Dataset entries:
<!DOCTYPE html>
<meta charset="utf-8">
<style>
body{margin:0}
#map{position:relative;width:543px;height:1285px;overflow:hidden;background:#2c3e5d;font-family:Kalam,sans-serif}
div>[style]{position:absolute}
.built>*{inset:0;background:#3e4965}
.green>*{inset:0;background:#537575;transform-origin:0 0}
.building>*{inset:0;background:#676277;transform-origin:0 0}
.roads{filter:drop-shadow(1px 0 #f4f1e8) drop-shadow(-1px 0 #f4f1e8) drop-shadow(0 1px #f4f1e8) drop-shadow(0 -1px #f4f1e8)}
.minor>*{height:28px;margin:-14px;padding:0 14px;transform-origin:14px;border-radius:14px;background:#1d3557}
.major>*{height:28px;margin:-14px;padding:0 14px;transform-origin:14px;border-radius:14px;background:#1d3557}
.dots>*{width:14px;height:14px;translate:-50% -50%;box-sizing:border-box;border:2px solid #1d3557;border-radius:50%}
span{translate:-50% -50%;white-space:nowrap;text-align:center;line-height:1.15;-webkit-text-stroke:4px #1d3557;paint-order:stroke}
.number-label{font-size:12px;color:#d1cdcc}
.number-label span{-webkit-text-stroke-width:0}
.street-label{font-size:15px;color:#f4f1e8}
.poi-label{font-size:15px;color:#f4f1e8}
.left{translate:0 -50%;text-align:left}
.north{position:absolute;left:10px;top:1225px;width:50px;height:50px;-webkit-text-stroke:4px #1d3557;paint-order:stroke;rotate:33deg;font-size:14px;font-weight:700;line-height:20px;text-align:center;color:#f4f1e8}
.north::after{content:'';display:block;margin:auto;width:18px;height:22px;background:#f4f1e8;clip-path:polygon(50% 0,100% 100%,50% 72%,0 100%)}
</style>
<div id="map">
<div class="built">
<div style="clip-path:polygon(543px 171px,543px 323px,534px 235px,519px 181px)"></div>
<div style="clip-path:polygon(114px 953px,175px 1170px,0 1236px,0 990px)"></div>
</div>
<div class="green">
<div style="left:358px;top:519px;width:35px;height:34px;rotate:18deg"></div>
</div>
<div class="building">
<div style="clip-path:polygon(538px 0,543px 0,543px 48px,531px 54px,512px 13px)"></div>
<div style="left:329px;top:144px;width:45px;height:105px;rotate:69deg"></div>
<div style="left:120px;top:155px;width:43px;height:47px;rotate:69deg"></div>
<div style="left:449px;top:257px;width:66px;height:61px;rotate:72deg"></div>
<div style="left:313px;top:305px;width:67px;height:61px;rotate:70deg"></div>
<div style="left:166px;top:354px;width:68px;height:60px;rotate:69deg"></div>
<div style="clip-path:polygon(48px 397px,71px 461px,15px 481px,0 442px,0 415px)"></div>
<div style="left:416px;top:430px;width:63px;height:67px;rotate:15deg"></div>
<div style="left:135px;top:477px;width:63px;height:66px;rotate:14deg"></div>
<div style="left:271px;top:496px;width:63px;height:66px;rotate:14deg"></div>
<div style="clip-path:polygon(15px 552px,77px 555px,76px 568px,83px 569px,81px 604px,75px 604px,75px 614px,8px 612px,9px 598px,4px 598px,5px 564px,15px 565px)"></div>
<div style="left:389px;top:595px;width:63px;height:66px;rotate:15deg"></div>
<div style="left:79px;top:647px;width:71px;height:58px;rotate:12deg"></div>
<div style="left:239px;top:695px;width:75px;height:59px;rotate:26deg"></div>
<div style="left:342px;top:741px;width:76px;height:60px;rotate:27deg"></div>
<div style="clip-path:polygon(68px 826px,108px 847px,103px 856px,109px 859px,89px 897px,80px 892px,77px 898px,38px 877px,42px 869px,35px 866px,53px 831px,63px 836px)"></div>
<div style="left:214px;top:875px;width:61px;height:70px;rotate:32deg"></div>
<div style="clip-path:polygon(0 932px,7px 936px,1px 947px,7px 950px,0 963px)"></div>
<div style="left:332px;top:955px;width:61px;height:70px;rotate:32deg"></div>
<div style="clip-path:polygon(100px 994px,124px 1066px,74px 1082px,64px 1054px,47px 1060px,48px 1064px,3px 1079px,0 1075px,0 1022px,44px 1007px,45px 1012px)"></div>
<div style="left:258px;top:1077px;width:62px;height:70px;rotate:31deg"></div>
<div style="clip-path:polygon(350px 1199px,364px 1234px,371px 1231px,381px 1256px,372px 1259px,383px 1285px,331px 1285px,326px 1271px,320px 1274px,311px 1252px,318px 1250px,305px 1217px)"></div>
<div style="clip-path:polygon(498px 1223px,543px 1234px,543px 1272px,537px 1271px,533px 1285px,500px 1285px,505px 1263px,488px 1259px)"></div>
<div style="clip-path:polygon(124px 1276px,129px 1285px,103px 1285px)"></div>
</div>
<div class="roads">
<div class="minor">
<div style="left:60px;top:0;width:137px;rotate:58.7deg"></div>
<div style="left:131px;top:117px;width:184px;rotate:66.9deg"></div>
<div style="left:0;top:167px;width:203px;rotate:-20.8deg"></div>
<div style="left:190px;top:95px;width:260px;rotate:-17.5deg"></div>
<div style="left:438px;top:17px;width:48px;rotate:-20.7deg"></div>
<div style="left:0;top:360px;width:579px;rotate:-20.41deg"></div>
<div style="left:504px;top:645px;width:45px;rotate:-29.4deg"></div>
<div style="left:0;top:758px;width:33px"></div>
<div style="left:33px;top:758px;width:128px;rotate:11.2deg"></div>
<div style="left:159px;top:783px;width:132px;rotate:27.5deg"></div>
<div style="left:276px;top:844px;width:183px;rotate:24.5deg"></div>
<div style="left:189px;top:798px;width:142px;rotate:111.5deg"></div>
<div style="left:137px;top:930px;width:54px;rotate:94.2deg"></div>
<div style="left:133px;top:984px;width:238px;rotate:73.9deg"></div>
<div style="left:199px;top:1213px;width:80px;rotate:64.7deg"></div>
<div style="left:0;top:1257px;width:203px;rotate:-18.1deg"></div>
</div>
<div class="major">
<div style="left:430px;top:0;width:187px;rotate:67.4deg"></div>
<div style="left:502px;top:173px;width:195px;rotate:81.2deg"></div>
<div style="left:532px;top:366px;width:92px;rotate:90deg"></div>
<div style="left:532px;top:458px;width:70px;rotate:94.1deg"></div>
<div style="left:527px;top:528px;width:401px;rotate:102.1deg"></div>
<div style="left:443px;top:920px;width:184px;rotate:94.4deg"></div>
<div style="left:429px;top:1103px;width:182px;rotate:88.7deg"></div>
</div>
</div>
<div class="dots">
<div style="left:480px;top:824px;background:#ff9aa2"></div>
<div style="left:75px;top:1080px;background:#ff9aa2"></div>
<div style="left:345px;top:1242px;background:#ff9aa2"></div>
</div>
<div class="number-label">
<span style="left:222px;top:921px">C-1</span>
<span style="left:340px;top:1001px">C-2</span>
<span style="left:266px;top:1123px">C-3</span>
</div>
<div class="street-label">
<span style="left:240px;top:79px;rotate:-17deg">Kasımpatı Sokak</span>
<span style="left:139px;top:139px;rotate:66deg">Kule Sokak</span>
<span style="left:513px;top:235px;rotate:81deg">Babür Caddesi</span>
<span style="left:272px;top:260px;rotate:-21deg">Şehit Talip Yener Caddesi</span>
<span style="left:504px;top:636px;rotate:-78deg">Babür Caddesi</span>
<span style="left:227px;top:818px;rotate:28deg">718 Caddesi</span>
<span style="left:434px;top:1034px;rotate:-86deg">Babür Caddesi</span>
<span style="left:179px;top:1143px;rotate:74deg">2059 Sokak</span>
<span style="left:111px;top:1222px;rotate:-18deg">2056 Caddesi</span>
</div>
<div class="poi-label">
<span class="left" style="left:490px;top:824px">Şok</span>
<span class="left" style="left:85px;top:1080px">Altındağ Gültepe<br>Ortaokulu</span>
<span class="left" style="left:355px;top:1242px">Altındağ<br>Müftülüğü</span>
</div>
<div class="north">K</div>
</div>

▸ **Prompt**: Repeat only what lies between the first line of the data and the line containing "0 #f4f1e8) drop-shadow(-1px", both of those lines included, exactly as it stands.

▸ **Written solution**:
<!DOCTYPE html>
<meta charset="utf-8">
<style>
body{margin:0}
#map{position:relative;width:543px;height:1285px;overflow:hidden;background:#2c3e5d;font-family:Kalam,sans-serif}
div>[style]{position:absolute}
.built>*{inset:0;background:#3e4965}
.green>*{inset:0;background:#537575;transform-origin:0 0}
.building>*{inset:0;background:#676277;transform-origin:0 0}
.roads{filter:drop-shadow(1px 0 #f4f1e8) drop-shadow(-1px 0 #f4f1e8) drop-shadow(0 1px #f4f1e8) drop-shadow(0 -1px #f4f1e8)}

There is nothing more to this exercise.